Il était une fois une rescapée
“J’ai écrit ce livre comme une thérapie, dans le sens d’une écriture qui se veut libératrice de la douleur”, nous confie Orna Baziz à l’autre bout du fil, depuis Jérusalem où elle s’est installée en 1962, deux ans après la tragédie d’Agadir.
Devenue chercheuse et critique littéraire, elle n’oublie rien de sa ville natale, et se donne pour mission de commémorer tout au long de sa vie les disparus et victimes de la nuit du 29 février 1960.
En 2008, elle publiait un ouvrage en hébreu, Hagadat Agadir, similaire aux Récits d’une rescapée, à l’exception d’une impersonnalité de ton qui disparaît dans le second récit.
“J’ai remodelé toute l’écriture, et je me suis plongée en profondeur dans l’histoire marocaine”

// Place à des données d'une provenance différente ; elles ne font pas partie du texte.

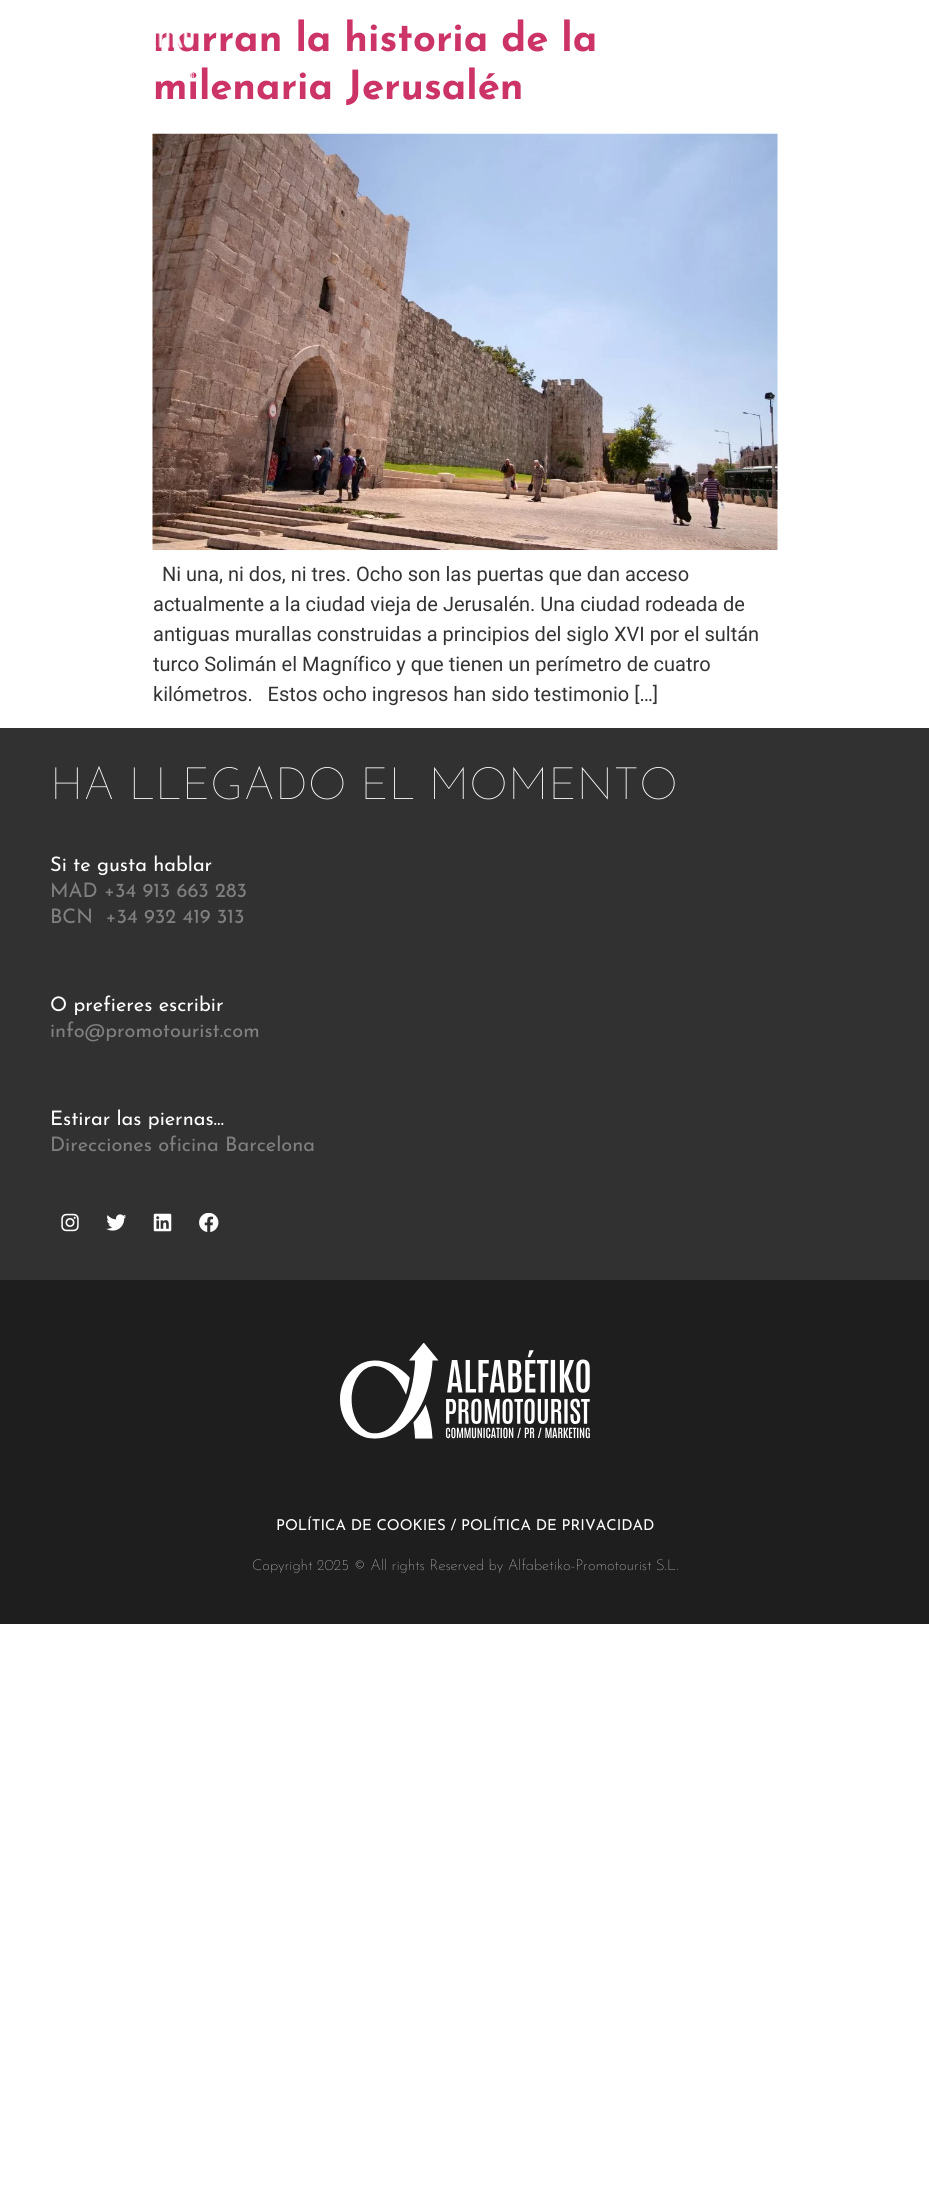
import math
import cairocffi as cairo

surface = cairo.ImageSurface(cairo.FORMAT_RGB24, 929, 2202)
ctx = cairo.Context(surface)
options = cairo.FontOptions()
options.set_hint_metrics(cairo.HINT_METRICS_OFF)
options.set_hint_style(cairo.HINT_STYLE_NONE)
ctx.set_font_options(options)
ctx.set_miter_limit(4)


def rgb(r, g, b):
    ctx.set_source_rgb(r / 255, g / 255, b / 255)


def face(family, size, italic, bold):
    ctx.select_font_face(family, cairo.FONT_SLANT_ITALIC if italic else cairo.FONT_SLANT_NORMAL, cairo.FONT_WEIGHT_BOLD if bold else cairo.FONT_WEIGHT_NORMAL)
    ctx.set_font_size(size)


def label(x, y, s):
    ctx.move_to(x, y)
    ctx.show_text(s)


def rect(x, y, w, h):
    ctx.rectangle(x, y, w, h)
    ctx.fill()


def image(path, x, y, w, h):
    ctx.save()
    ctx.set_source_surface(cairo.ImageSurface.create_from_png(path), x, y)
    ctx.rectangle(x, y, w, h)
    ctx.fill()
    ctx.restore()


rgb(255, 255, 255)
ctx.paint()
face('Josefin Sans', 40, 0, 1)
rgb(204, 51, 102)
label(153, 51, 'narran la historia de la')
label(153, 99, 'milenaria Jerusalén')
image('image0.png', 152, 133, 626, 417)
face('Roboto', 20, 0, 0)
rgb(51, 51, 51)
label(162, 581, 'Ni una, ni dos, ni tres. Ocho son las puertas que dan acceso')
label(153, 611, 'actualmente a la ciudad vieja de Jerusalén. Una ciudad rodeada de')
label(153, 641, 'antiguas murallas construidas a principios del siglo XVI por el sultán')
label(153, 671, 'turco Solimán el Magnífico y que tienen un perímetro de cuatro')
label(153, 701, 'kilómetros.   Estos ocho ingresos han sido testimonio […]')
image('image1.png', 155, 32, 39, 47)
rgb(49, 49, 49)
rect(0, 728, 929, 552)
face('Josefin Sans Thin', 45, 0, 0)
rgb(255, 255, 255)
label(50, 799, 'HA LLEGADO EL MOMENTO')
face('Josefin Sans', 20, 0, 0)
label(50, 871, 'Si te gusta hablar')
rgb(128, 128, 128)
label(50, 897, 'MAD +34 913 663 283')
label(50, 923, 'BCN  +34 932 419 313')
rgb(255, 255, 255)
label(50, 1011, 'O prefieres escribir')
rgb(128, 128, 128)
label(50, 1037, 'info@promotourist.com')
rgb(255, 255, 255)
label(50, 1125, 'Estirar las piernas…')
rgb(128, 128, 128)
label(50, 1151, 'Direcciones oficina Barcelona')
image('image2.png', 61, 1213, 18, 19)
image('image3.png', 106, 1214, 20, 17)
image('image4.png', 153, 1213, 19, 19)
image('image5.png', 199, 1213, 20, 19)
rgb(30, 30, 30)
rect(0, 1280, 929, 344)
image('image6.png', 340, 1343, 250, 96)
face('Josefin Sans', 15, 0, 0)
rgb(255, 255, 255)
label(276, 1530, 'POLÍTICA DE COOKIES / POLÍTICA DE PRIVACIDAD')
face('Josefin Sans Thin', 15, 0, 0)
label(252, 1570, 'Copyright 2025 © All rights Reserved by Alfabetiko-Promotourist S.L.')
surface.write_to_png('render.png')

“Hagadat Agadir était un travail de recherche, qui se concentre sur la communauté juive d’Agadir qui a vécu le tremblement de terre”, précise l’auteure.
À l’approche du 60e anniversaire de la funeste catastrophe qui a endeuillé la vallée du Souss, Orna Baziz veut marquer le coup, après avoir organisé, dix ans plus tôt, un pèlerinage au cimetière juif d’Agadir.
“Je me suis mise à traduire en français Hagadat Agadir, mais j’ai très vite compris qu’il ne s’adressait qu’à un lectorat hébraïque. C’est là où j’ai remodelé toute l’écriture, et où je me suis plongée en profondeur dans l’histoire marocaine”, explique-t-elle, tout en avouant s’être sentie beaucoup plus libre dans cette nouvelle démarche, qui relève plus de l’autobiographie que du rapport scientifique.
Amoureuse du Maroc malgré la douloureuse blessure qu’elle en retient, Orna Baziz se lance dans un travail acharné qui durera neuf mois, au nom de la mémoire.
La mémoire de “tous ceux qui, adultes et enfants, ne se sont pas réveillés de leur sommeil et qui n’ont ni nom ni sépulture”, peut-on lire dans les Récits d’une rescapée.
Dans un premier temps, c’est toute l’histoire d’Agadir, des mythologies grecques et des toutes premières fondations de la ville, à la fin des années 1950, qui est narrée. Un calme avant la tempête ?
“C’est tout un background qui me paraissait pertinent”, répond simplement l’auteure.
Avant d’étayer : “Je voulais faire revivre l’histoire de ma ville natale et de sa convivialité exemplaire entre toutes les communautés. Un modèle qui n’existe nulle part dans le monde aujourd’hui, et qui mérite d’être vanté”.
Agadir ce jour-là
“Je pense que le souvenir d’Agadir m’a été incombé comme un devoir”, nous confie Orna Baziz, comme si elle pensait à voix haute.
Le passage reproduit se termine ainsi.